* Try it: Go through the records and show each line where the word "Avenue" occurs.
***** Input material *****
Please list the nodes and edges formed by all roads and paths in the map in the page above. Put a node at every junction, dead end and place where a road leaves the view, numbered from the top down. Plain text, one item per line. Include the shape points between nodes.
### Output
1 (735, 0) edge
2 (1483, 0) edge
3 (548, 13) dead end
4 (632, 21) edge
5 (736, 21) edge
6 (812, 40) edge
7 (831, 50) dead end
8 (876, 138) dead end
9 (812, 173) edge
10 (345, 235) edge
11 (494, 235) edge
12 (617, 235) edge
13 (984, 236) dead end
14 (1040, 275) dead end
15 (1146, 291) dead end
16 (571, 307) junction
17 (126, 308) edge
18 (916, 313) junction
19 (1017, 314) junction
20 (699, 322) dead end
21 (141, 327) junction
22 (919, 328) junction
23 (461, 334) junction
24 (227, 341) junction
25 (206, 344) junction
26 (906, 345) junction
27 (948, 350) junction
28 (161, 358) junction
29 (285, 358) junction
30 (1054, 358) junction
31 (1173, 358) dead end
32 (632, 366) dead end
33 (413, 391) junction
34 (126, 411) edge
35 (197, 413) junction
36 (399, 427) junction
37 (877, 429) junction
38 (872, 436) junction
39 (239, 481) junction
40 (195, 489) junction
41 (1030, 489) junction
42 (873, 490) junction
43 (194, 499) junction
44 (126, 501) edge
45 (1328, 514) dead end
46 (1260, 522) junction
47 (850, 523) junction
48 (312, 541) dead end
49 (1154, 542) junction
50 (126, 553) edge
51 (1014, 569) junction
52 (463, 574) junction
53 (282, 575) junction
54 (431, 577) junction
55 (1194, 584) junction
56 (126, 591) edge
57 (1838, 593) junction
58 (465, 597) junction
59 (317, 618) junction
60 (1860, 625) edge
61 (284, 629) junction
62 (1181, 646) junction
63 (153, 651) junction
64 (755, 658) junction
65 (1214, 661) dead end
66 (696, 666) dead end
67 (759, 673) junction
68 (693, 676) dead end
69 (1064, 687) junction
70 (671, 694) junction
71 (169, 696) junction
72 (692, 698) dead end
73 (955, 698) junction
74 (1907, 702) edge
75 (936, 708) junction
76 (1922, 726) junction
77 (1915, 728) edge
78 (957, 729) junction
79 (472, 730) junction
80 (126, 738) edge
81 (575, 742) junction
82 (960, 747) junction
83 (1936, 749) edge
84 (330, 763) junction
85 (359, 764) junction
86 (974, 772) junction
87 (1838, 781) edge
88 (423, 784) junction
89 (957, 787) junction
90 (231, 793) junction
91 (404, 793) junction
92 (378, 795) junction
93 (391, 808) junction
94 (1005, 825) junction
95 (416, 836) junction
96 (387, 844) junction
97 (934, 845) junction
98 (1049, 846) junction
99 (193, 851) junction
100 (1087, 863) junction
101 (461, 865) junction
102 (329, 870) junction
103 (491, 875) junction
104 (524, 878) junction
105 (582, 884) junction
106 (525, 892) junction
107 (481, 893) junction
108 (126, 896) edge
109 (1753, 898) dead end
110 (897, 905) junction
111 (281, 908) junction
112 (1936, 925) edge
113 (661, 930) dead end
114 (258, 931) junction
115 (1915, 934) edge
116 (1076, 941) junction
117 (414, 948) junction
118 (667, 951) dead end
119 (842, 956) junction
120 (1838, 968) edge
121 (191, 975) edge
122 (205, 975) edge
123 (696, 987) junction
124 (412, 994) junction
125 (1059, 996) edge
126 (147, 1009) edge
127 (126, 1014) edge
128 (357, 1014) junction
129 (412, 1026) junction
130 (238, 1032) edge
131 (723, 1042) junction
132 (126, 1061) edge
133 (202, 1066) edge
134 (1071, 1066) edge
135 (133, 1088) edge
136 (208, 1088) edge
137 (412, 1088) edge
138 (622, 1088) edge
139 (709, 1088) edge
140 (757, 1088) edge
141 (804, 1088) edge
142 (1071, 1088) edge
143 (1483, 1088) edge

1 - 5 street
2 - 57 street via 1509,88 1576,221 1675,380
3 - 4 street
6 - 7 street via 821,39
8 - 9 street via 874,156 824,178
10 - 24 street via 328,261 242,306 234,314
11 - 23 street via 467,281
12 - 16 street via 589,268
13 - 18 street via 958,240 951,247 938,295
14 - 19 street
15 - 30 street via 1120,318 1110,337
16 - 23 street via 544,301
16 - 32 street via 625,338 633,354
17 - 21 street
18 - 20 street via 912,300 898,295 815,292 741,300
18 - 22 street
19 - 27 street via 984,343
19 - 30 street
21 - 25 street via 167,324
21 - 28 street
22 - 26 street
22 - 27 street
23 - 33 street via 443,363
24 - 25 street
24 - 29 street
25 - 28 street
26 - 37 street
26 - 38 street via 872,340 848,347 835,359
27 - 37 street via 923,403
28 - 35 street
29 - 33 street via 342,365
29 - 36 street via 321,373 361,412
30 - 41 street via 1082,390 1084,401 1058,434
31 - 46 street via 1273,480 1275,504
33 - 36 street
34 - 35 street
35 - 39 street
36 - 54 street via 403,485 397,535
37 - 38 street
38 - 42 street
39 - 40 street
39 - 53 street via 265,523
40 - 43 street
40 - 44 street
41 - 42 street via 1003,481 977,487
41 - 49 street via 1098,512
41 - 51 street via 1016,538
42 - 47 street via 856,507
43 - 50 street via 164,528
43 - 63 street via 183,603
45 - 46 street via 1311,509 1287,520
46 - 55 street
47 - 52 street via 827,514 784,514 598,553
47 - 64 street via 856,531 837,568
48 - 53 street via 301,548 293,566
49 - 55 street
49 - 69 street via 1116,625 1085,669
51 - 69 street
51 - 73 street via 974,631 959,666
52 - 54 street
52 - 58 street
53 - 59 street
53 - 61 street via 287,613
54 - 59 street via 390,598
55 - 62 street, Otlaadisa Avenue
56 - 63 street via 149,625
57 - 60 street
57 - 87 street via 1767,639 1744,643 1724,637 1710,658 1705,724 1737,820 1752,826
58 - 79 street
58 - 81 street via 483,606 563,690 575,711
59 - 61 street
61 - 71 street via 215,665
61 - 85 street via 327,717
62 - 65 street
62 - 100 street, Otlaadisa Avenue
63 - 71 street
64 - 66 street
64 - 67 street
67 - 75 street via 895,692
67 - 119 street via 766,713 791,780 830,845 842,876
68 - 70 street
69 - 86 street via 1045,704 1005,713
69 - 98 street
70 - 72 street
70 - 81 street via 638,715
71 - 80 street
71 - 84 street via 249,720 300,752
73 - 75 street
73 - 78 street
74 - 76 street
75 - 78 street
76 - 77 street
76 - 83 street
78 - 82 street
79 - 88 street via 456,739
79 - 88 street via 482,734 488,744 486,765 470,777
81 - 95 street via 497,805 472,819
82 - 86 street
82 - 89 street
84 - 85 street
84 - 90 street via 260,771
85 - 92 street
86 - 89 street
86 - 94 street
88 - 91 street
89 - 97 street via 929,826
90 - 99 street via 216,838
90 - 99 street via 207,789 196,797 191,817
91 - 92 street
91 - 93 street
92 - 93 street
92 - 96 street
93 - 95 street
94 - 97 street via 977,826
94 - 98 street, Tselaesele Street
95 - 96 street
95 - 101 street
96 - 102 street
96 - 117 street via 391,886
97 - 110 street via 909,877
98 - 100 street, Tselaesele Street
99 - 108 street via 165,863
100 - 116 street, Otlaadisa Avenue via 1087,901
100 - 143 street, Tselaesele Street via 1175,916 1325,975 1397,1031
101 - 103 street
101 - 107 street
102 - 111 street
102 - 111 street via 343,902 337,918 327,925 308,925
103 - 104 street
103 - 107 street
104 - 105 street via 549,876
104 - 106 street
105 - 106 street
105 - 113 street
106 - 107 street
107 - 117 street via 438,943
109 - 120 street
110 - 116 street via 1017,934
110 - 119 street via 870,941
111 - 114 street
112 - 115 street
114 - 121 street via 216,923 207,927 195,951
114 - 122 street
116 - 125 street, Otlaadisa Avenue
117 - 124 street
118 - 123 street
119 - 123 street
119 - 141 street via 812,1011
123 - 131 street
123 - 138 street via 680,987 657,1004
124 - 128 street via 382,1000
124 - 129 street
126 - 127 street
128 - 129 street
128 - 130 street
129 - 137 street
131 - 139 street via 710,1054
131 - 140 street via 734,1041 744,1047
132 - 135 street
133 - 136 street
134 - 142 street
*****
* Task output:
55 - 62 street, Otlaadisa Avenue
62 - 100 street, Otlaadisa Avenue
100 - 116 street, Otlaadisa Avenue via 1087,901
116 - 125 street, Otlaadisa Avenue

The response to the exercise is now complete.